Get outside and stay outside with a plethora of hiking and walking trails, parks, and unique landscapes. Hike through five historic train tunnels on the Historic Railroad Hiking Trail, or bike through the stunning Bootleg Canyon.
Hemenway Park offers views of Lake Mead and seasonal bighorn sheep sightings. Stroll through the Nature Discovery Trail and Rock Garden to see giant desert animal statues, or head out to the El Dorado Dry Lake Bed for unique views and photo ops!
To escape the heat, head indoors to explore the eclectic mix of museums that grace the area. History buffs will lose themselves at the Boulder City/Hoover Dam Museum, while train enthusiasts can scratch the itch at the Nevada State Railroad Museum. For something more artsy and unique, wander through the galleries at Tom Devlin’s Monster Museum!

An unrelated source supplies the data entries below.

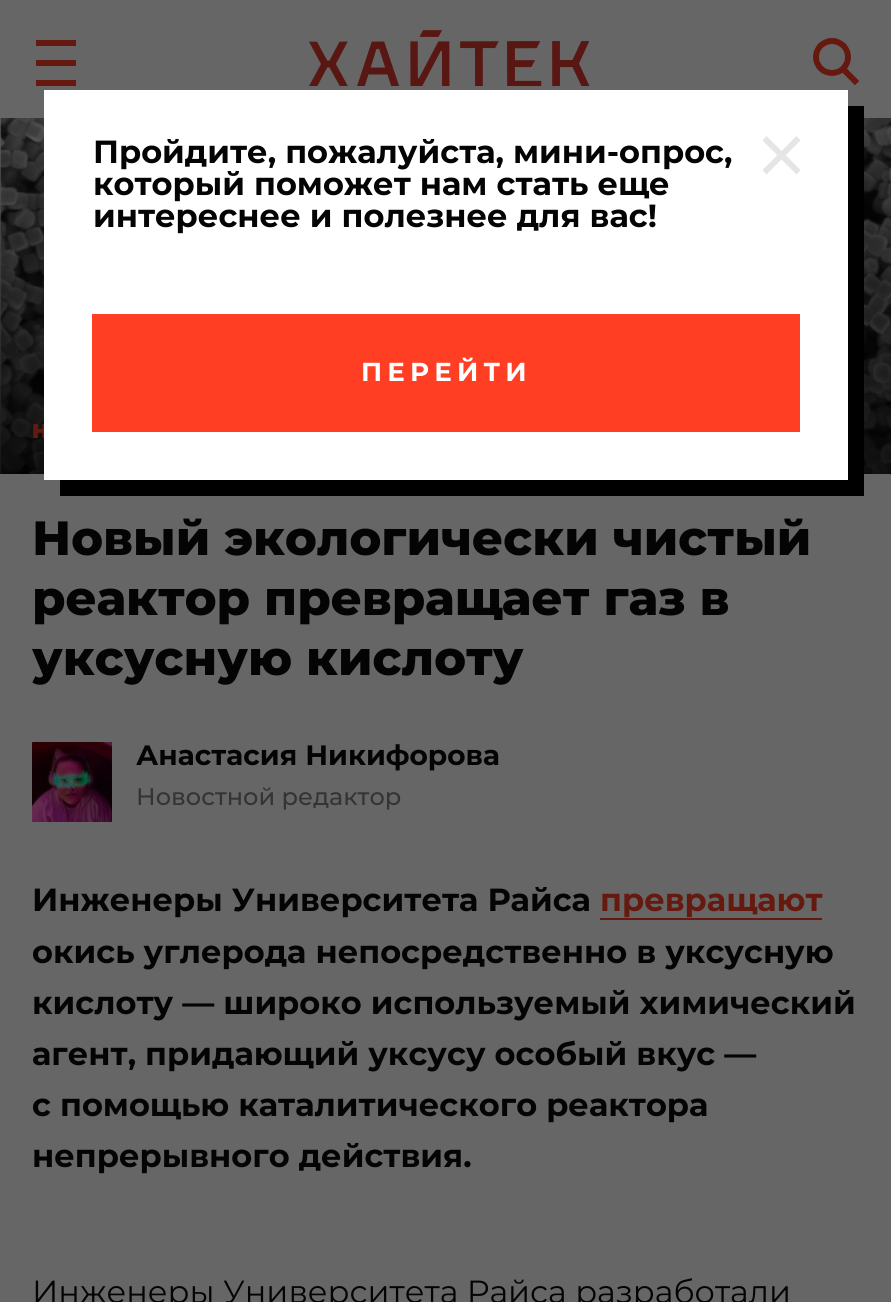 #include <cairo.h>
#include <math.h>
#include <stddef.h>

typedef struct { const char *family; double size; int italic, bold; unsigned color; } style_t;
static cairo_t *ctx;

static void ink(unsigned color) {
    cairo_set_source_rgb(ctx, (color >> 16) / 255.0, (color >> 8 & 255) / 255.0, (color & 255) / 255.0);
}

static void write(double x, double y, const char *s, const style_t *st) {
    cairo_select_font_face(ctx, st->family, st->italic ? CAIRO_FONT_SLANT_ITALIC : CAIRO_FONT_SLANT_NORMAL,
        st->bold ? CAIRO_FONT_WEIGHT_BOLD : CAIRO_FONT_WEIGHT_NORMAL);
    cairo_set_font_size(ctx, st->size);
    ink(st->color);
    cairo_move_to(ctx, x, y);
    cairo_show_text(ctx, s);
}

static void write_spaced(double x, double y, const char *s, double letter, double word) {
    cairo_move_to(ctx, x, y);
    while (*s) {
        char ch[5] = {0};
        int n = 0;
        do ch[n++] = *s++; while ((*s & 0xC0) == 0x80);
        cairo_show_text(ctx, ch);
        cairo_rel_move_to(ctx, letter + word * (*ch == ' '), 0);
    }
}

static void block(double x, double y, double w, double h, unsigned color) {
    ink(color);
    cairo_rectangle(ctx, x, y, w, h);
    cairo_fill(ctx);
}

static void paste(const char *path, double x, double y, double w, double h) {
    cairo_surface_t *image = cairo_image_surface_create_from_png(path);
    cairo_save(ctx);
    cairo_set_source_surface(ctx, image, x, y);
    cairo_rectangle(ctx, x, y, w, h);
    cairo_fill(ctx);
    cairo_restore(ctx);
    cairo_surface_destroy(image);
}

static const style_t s1 = {"Montserrat", 32, 0, 1, 0x040404};
static const style_t s2 = {"Montserrat ExtraBold", 48, 0, 0, 0x040404};
static const style_t s3 = {"Montserrat", 28, 0, 1, 0x040404};
static const style_t s4 = {"Montserrat Medium", 24, 0, 0, 0x343434};
static const style_t s5 = {"Montserrat", 32, 0, 1, 0x66190e};
static const style_t s6 = {"Montserrat", 32, 0, 0, 0x040404};

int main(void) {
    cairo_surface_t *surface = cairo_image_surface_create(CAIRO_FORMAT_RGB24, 891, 1302);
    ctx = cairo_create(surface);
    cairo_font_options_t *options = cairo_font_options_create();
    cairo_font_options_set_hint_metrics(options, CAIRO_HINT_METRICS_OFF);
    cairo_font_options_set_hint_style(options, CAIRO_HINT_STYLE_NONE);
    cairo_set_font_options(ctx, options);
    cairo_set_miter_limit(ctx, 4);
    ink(0x666666);
    cairo_paint(ctx);
    block(36, 60, 40, 6, 0x66190e);
    block(36, 40, 40, 6, 0x66190e);
    block(36, 80, 40, 6, 0x66190e);
    paste("pic1.png", 309, 30, 281, 56);
    paste("pic2.png", 813, 38, 46, 48);
    paste("pic3.png", 0, 118, 891, 356);
    ink(0x000000);
    cairo_new_path(ctx);
    cairo_move_to(ctx, 60, 480);
    cairo_line_to(ctx, 60, 496);
    cairo_line_to(ctx, 864, 496);
    cairo_line_to(ctx, 864, 106);
    cairo_line_to(ctx, 848, 106);
    cairo_line_to(ctx, 848, 480);
    cairo_close_path(ctx);
    cairo_fill(ctx);
    cairo_select_font_face(ctx, "Montserrat Black", CAIRO_FONT_SLANT_NORMAL, CAIRO_FONT_WEIGHT_NORMAL);
    cairo_set_font_size(ctx, 20);
    ink(0x66190e);
    write_spaced(32, 438, "Н", 4, 0);
    block(44, 90, 804, 390, 0xffffff);
    write(93, 163, "Пройдите, пожалуйста, мини-опрос,", &s1);
    write(93, 195, "который поможет нам стать еще", &s1);
    write(93, 227, "интереснее и полезнее для вас!", &s1);
    ink(0xe5e5e5);
    cairo_new_path(ctx);
    cairo_move_to(ctx, 796.5, 136);
    cairo_line_to(ctx, 800.5, 140.5);
    cairo_line_to(ctx, 766.5, 174.5);
    cairo_line_to(ctx, 762.5, 170);
    cairo_close_path(ctx);
    cairo_fill(ctx);
    cairo_new_path(ctx);
    cairo_move_to(ctx, 762.5, 140.5);
    cairo_line_to(ctx, 766.5, 136);
    cairo_line_to(ctx, 800.5, 170);
    cairo_line_to(ctx, 796.5, 174.5);
    cairo_close_path(ctx);
    cairo_fill(ctx);
    block(92, 314, 708, 118, 0xff3e24);
    cairo_set_font_size(ctx, 26);
    ink(0xffffff);
    write_spaced(361, 381, "ПЕРЕЙТИ", 5.25, 0);
    write(32, 555, "Новый экологически чистый", &s2);
    write(32, 615, "реактор превращает газ в", &s2);
    write(32, 675, "уксусную кислоту", &s2);
    paste("pic4.png", 32, 742, 80, 80);
    write(136, 765, "Анастасия Никифорова", &s3);
    write(136, 805, "Новостной редактор", &s4);
    write(32, 911, "Инженеры Университета Райса", &s1);
    write(600, 911, "превращают", &s5);
    block(600, 918, 222, 2, 0x66190e);
    write(32, 963, "окись углерода непосредственно в уксусную", &s1);
    write(32, 1014, "кислоту — широко используемый химический", &s1);
    write(32, 1065, "агент, придающий уксусу особый вкус —", &s1);
    write(32, 1116, "с помощью каталитического реактора", &s1);
    write(32, 1167, "непрерывного действия.", &s1);
    write(32, 1303, "Инженеры Университета Райса разработали", &s6);
    cairo_surface_write_to_png(surface, "screenshot.png");
    cairo_font_options_destroy(options);
    cairo_destroy(ctx);
    cairo_surface_destroy(surface);
    return 0;
}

Even with quickly-dwindling city sizes, Nevada boasts a seemingly endless array of entertainment. Although around 40 million people visit The Strip each year, there are clearly countless other attractions that deserve to receive at least a similar amount of attention.
From Elko’s National Cowboy Poetry event to Reno’s proximity to epic skiing, the state’s visitors and locals will be hard-pressed to find themselves in a bout of boredom. Dramatic landscapes, a rich railroad history, and the country’s biggest dam make visiting Nevada a traveler’s dream.